**Task to complete:** Produce a copy of every line in the records that holds the string "roads".

Collected data

══════

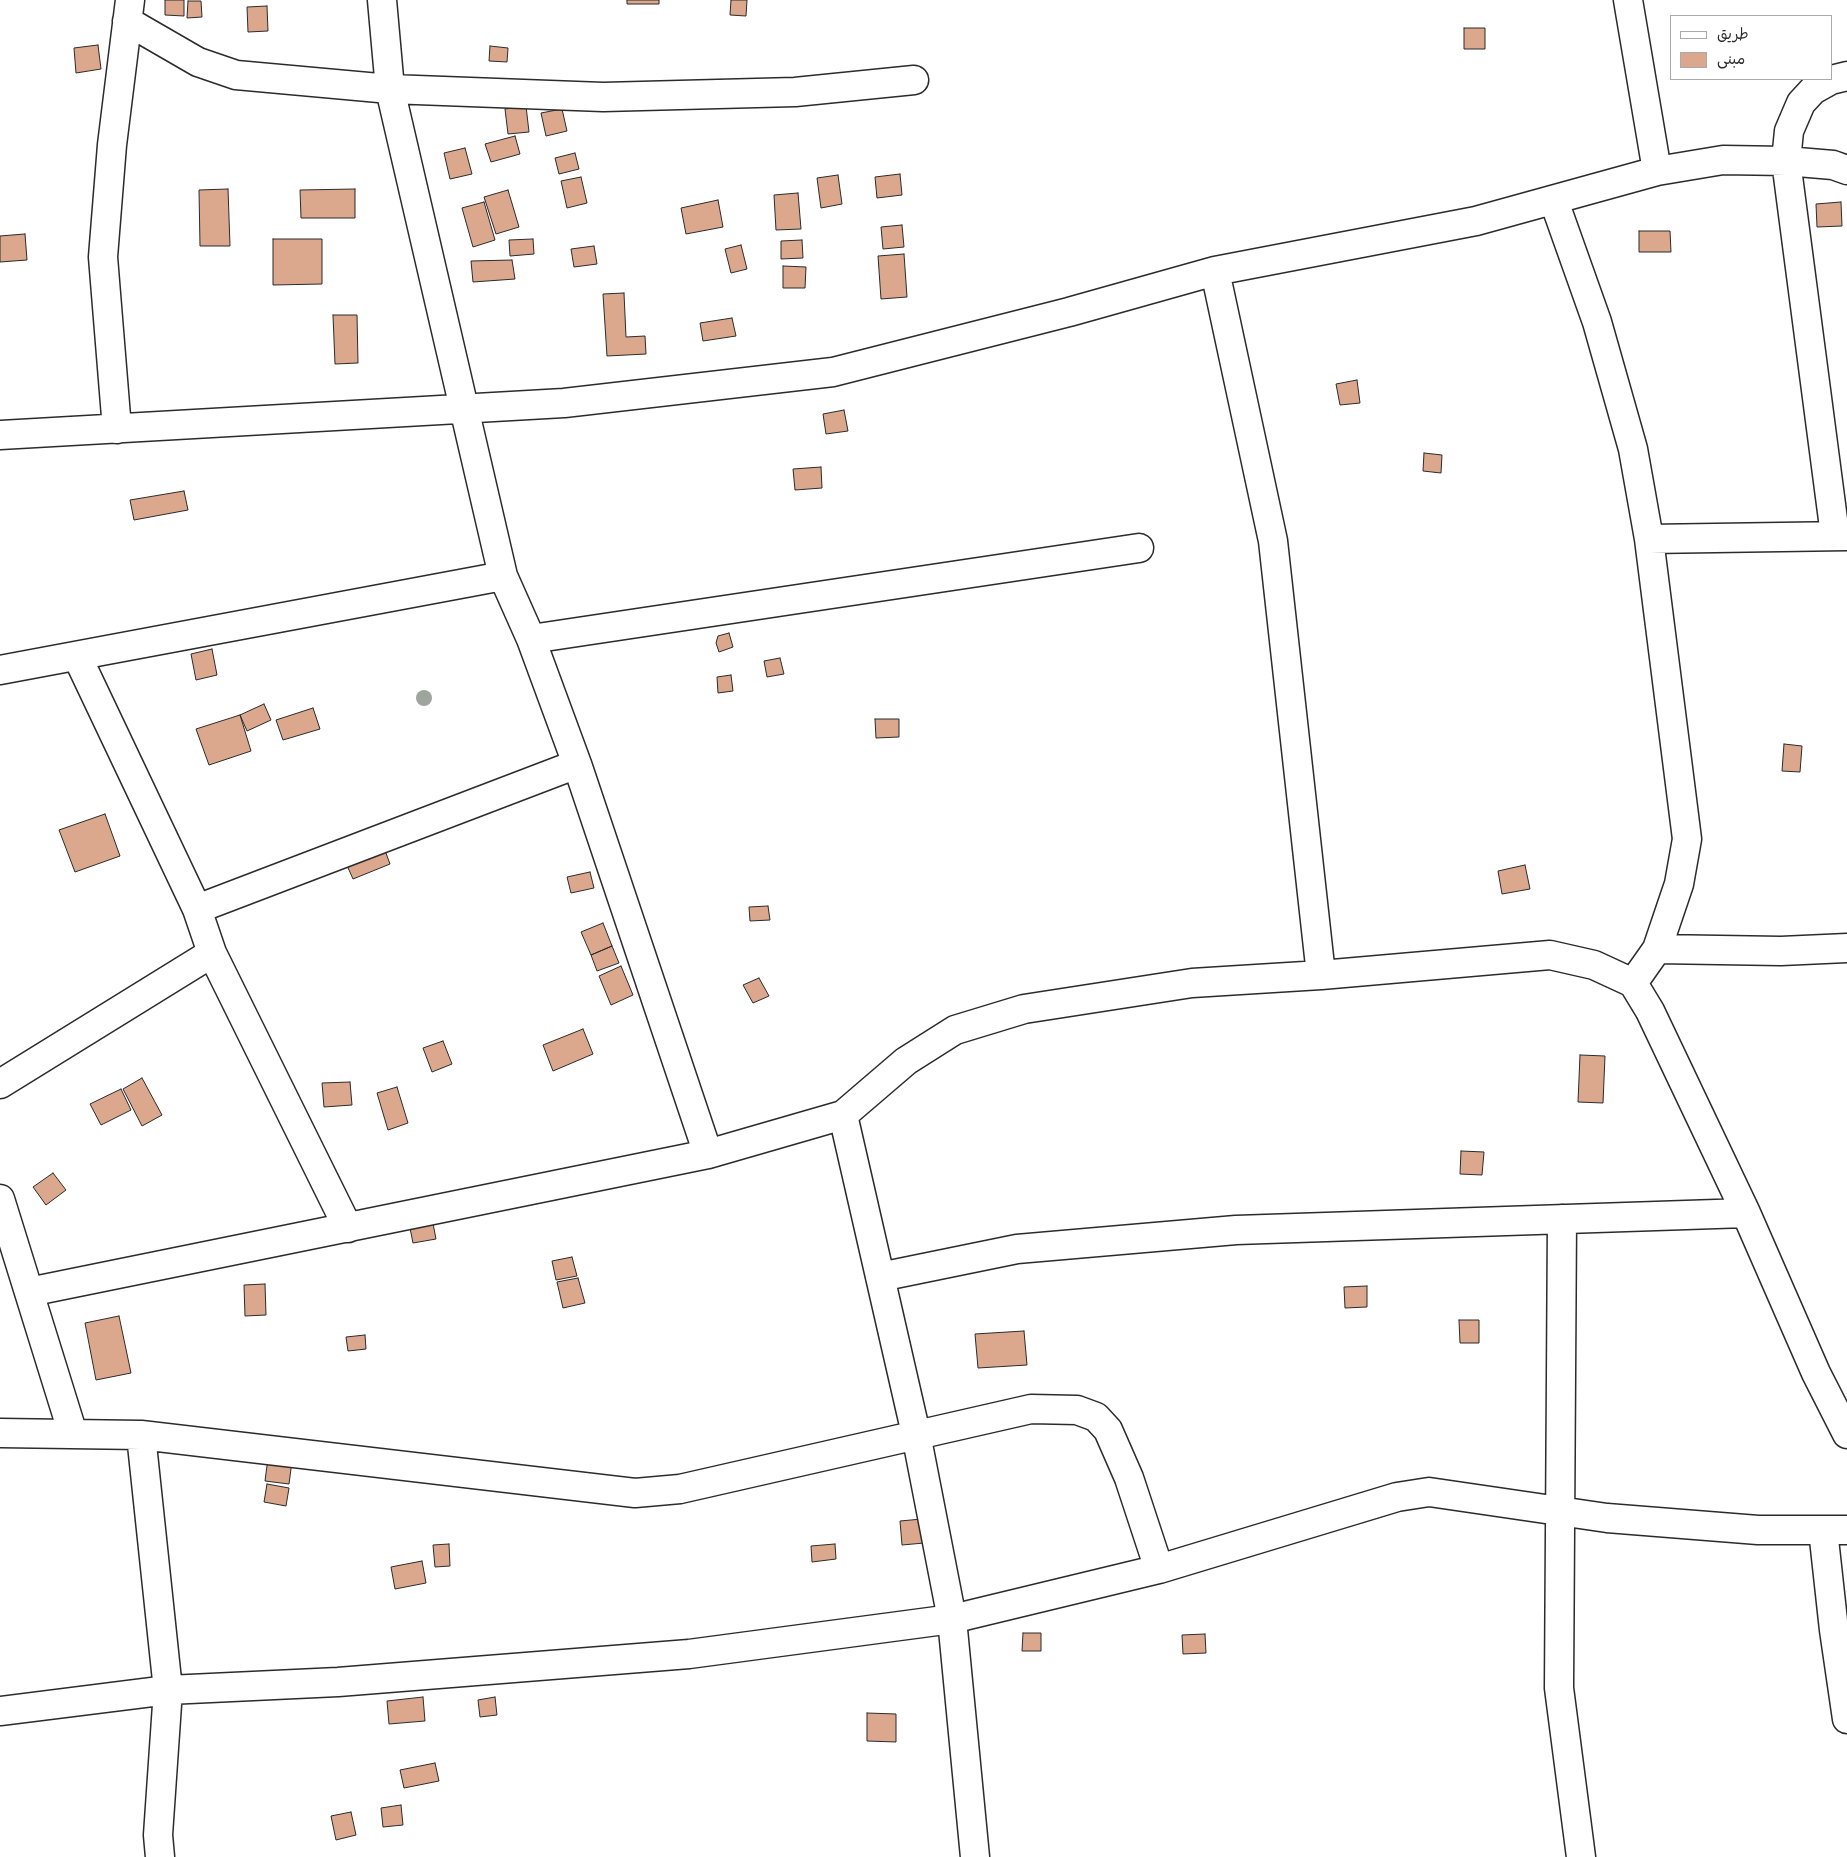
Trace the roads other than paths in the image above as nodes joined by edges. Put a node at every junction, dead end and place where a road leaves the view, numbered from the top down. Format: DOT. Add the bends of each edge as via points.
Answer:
graph roads {
  1 [pos="382,0"];
  2 [pos="1628,0"];
  3 [pos="129,10"];
  4 [pos="1847,76"];
  5 [pos="914,80"];
  6 [pos="1831,80"];
  7 [pos="1832,80"];
  8 [pos="390,89"];
  9 [pos="1786,161"];
  10 [pos="1847,170"];
  11 [pos="1657,171"];
  12 [pos="1554,201"];
  13 [pos="1216,271"];
  14 [pos="463,409"];
  15 [pos="117,429"];
  16 [pos="0,435"];
  17 [pos="1841,536"];
  18 [pos="1649,539"];
  19 [pos="1140,548"];
  20 [pos="503,576"];
  21 [pos="532,640"];
  22 [pos="77,656"];
  23 [pos="0,670"];
  24 [pos="577,764"];
  25 [pos="197,909"];
  26 [pos="1847,948"];
  27 [pos="1656,949"];
  28 [pos="212,953"];
  29 [pos="1321,976"];
  30 [pos="1633,984"];
  31 [pos="0,1084"];
  32 [pos="843,1115"];
  33 [pos="708,1154"];
  34 [pos="0,1199"];
  35 [pos="1746,1213"];
  36 [pos="1562,1219"];
  37 [pos="348,1228"];
  38 [pos="880,1277"];
  39 [pos="29,1292"];
  40 [pos="0,1433"];
  41 [pos="73,1434"];
  42 [pos="916,1434"];
  43 [pos="1847,1434"];
  44 [pos="141,1435"];
  45 [pos="1560,1510"];
  46 [pos="1835,1530"];
  47 [pos="1159,1568"];
  48 [pos="952,1618"];
  49 [pos="168,1690"];
  50 [pos="0,1712"];
  51 [pos="1847,1719"];
  52 [pos="160,1857"];
  53 [pos="975,1857"];
  54 [pos="1581,1857"];
  1 -- 8 [label="street"];
  2 -- 11 [label="street"];
  3 -- 8 [label="street" via="198,62 236,75"];
  3 -- 15 [label="street" via="112,145 103,257"];
  4 -- 7 [label="street"];
  5 -- 8 [label="street" via="795,92 603,97"];
  6 -- 9 [label="street" via="1813,90 1801,103 1789,131"];
  8 -- 14 [label="street"];
  9 -- 10 [label="street" via="1833,165"];
  9 -- 11 [label="street" via="1723,160"];
  9 -- 17 [label="street"];
  11 -- 12 [label="street"];
  12 -- 13 [label="street" via="1476,222"];
  12 -- 18 [label="street" via="1597,322 1628,431"];
  13 -- 14 [label="street" via="832,372 564,403"];
  13 -- 29 [label="street" via="1273,541"];
  14 -- 15 [label="street"];
  14 -- 20 [label="street"];
  15 -- 16 [label="street"];
  17 -- 18 [label="street"];
  18 -- 27 [label="street" via="1686,839 1679,884"];
  19 -- 21 [label="street"];
  20 -- 21 [label="street"];
  20 -- 22 [label="street"];
  21 -- 24 [label="street"];
  22 -- 23 [label="street"];
  22 -- 25 [label="street"];
  24 -- 25 [label="street"];
  24 -- 33 [label="street"];
  25 -- 28 [label="street"];
  26 -- 27 [label="street" via="1781,951"];
  27 -- 30 [label="street"];
  28 -- 31 [label="street"];
  28 -- 37 [label="street"];
  29 -- 30 [label="street" via="1550,955 1594,965"];
  29 -- 32 [label="street" via="1192,983 1024,1008 955,1030 906,1061"];
  30 -- 35 [label="street" via="1650,1010"];
  32 -- 33 [label="street"];
  32 -- 38 [label="street"];
  33 -- 37 [label="street"];
  34 -- 39 [label="street"];
  35 -- 36 [label="street"];
  35 -- 43 [label="street" via="1816,1373"];
  36 -- 38 [label="street" via="1236,1230 1017,1249"];
  36 -- 45 [label="street"];
  37 -- 39 [label="street"];
  38 -- 42 [label="street"];
  39 -- 41 [label="street"];
  40 -- 41 [label="street"];
  41 -- 44 [label="street"];
  42 -- 44 [label="street" via="680,1489 635,1493"];
  42 -- 47 [label="street" via="1032,1409 1077,1410 1096,1417 1108,1430 1129,1478"];
  42 -- 48 [label="street"];
  44 -- 49 [label="street"];
  45 -- 46 [label="street" via="1607,1518 1758,1530"];
  45 -- 47 [label="street" via="1429,1492 1397,1497"];
  45 -- 54 [label="street" via="1559,1688"];
  46 -- 51 [label="street" via="1834,1630"];
  47 -- 48 [label="street"];
  48 -- 49 [label="street" via="689,1654 338,1682"];
  48 -- 53 [label="street"];
  49 -- 50 [label="street"];
  49 -- 52 [label="street" via="158,1835"];
}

══════

**Result of this task:**
Trace the roads other than paths in the image above as nodes joined by edges. Put a node at every junction, dead end and place where a road leaves the view, numbered from the top down. Format: DOT. Add the bends of each edge as via points.
graph roads {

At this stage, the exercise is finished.